Work required ▸
Word for word, restate the listing; omit the pictures.

BEGIN

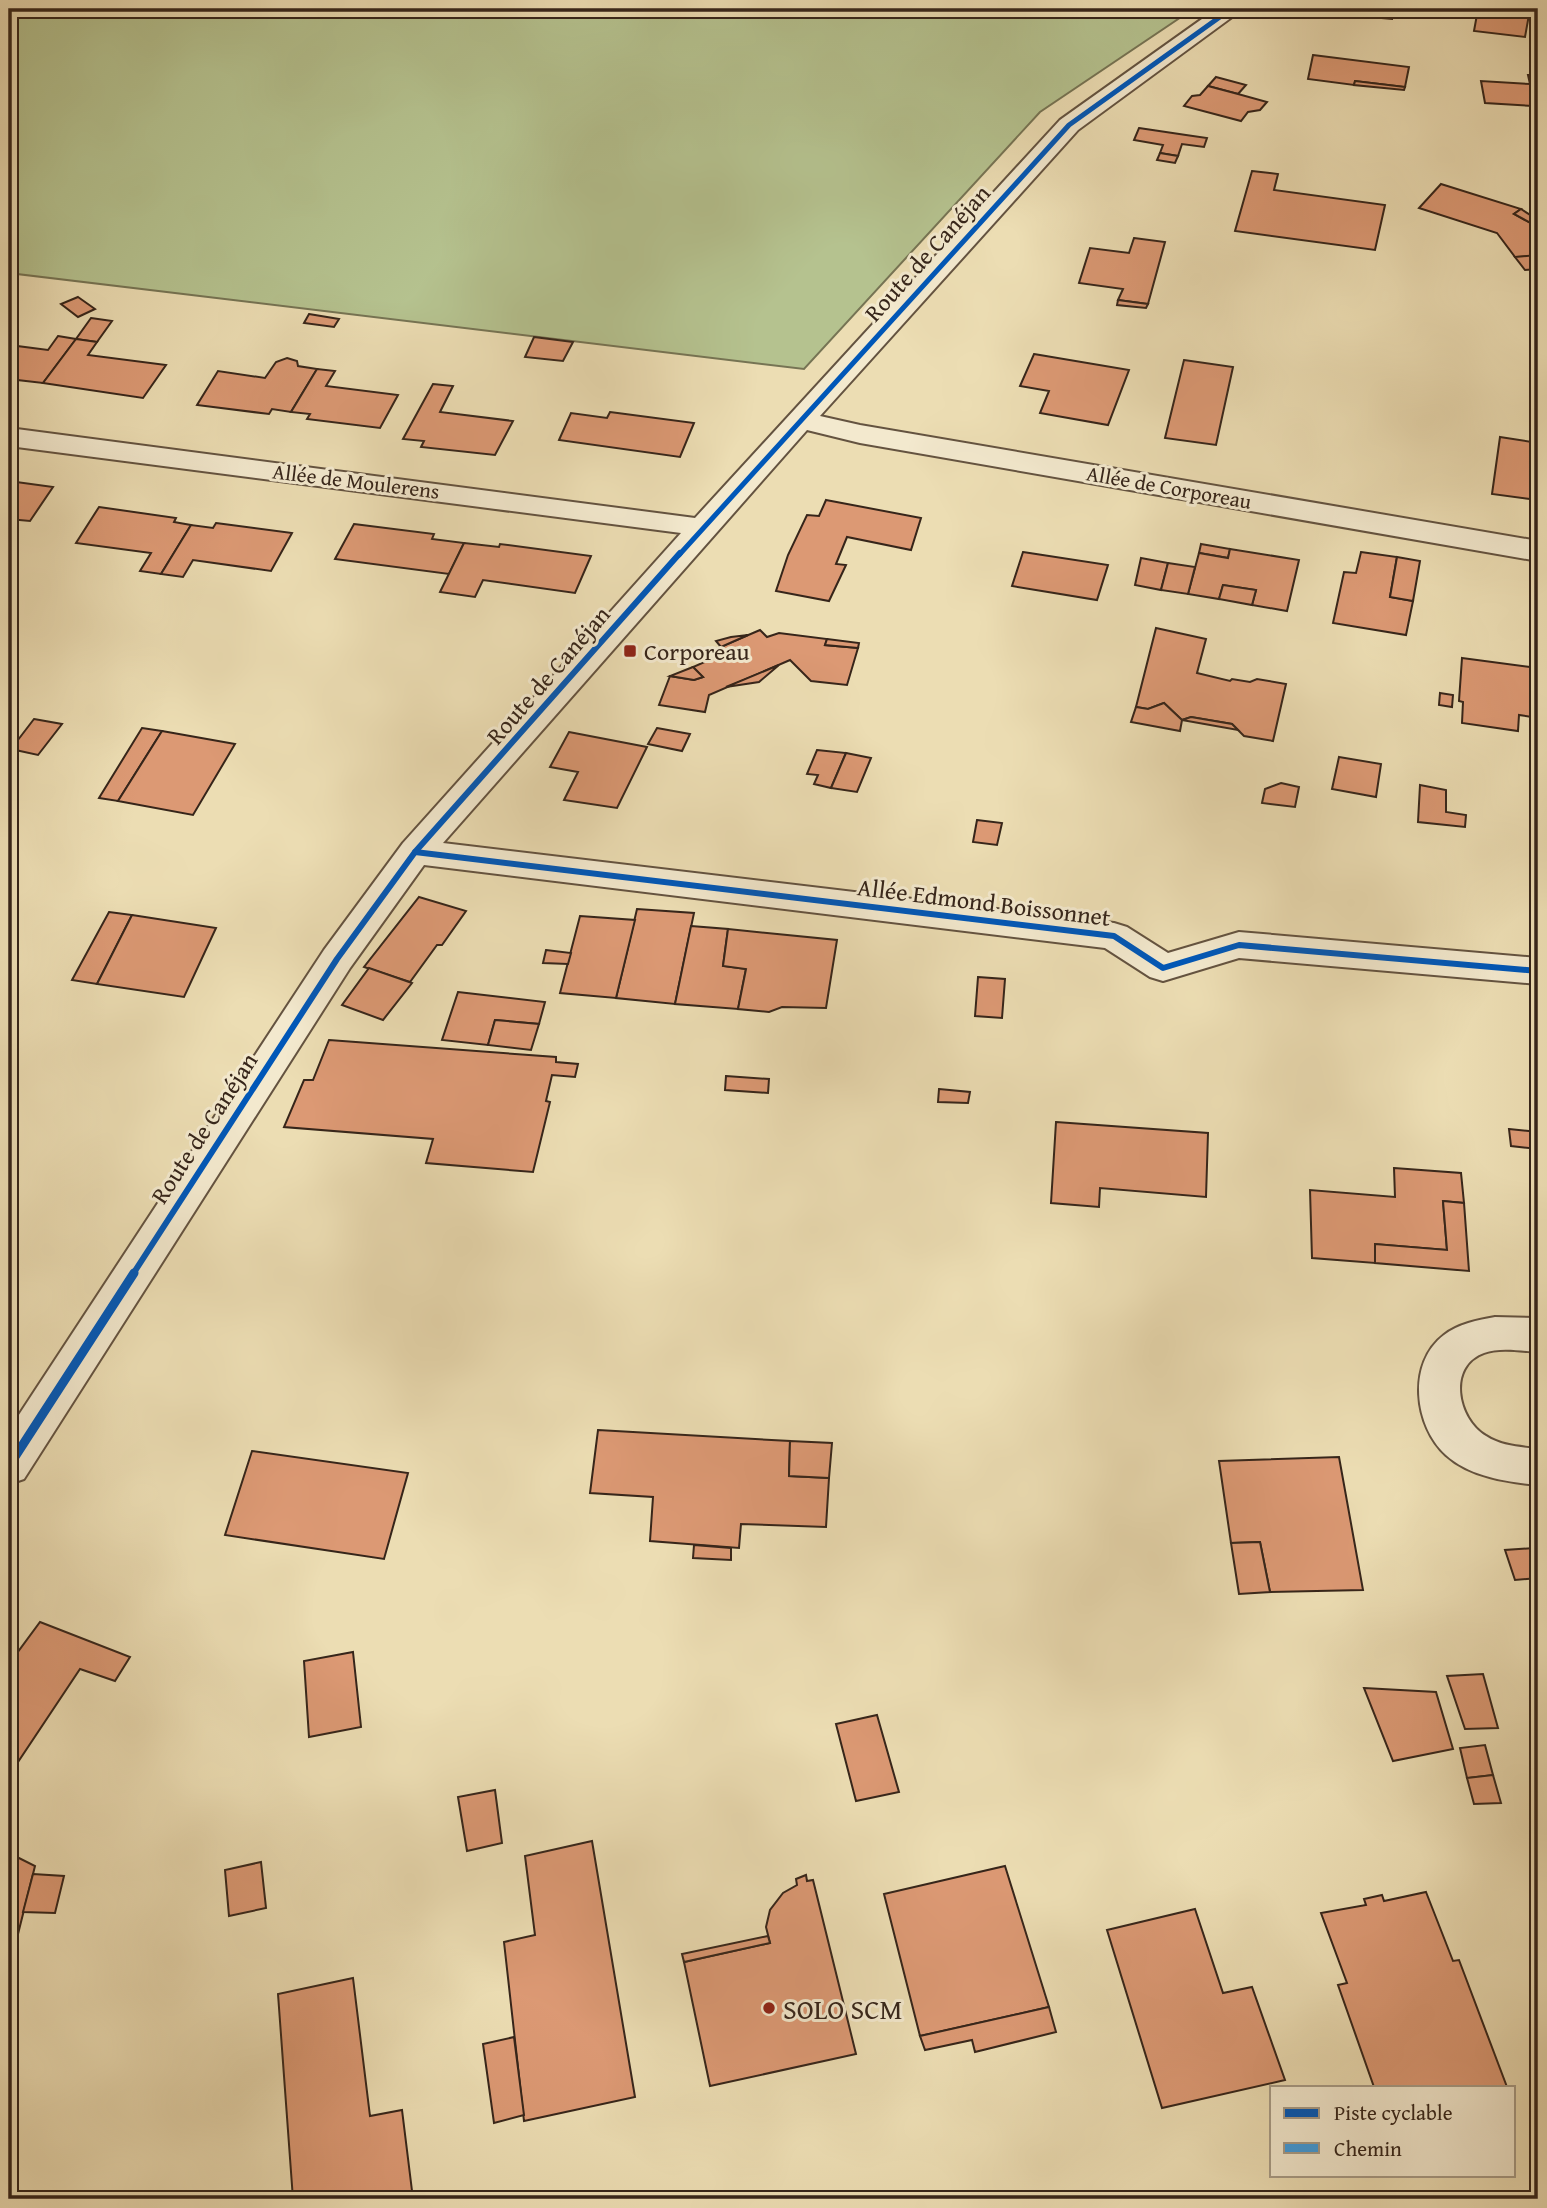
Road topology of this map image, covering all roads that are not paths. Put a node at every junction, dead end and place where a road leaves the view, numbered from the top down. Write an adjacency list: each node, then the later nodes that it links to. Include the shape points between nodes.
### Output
1 (1231, 9): 2 (street, Route de Canéjan, via 1069,125)
2 (801, 420): 4 (street, Route de Canéjan); 5 (street, Allée de Corporeau)
3 (9, 437): 4 (street, Allée de Moulerens)
4 (703, 529): 6 (street, Route de Canéjan)
5 (1538, 551)
6 (415, 852): 7 (street, Allée Edmond Boissonnet, via 1114,936 1163,968 1239,945); 9 (street, Route de Canéjan, via 337,959)
7 (1538, 971)
8 (1538, 1335): 10 (street, via 1499,1333 1468,1341 1444,1362 1438,1389 1445,1421 1460,1442 1483,1456)
9 (9, 1465)
10 (1538, 1467)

END

Solution to this task ▸
Road topology of this map image, covering all roads that are not paths. Put a node at every junction, dead end and place where a road leaves the view, numbered from the top down. Write an adjacency list: each node, then the later nodes that it links to. Include the shape points between nodes.
### Output
1 (1231, 9): 2 (street, Route de Canéjan, via 1069,125)
2 (801, 420): 4 (street, Route de Canéjan); 5 (street, Allée de Corporeau)
3 (9, 437): 4 (street, Allée de Moulerens)
4 (703, 529): 6 (street, Route de Canéjan)
5 (1538, 551)
6 (415, 852): 7 (street, Allée Edmond Boissonnet, via 1114,936 1163,968 1239,945); 9 (street, Route de Canéjan, via 337,959)
7 (1538, 971)
8 (1538, 1335): 10 (street, via 1499,1333 1468,1341 1444,1362 1438,1389 1445,1421 1460,1442 1483,1456)
9 (9, 1465)
10 (1538, 1467)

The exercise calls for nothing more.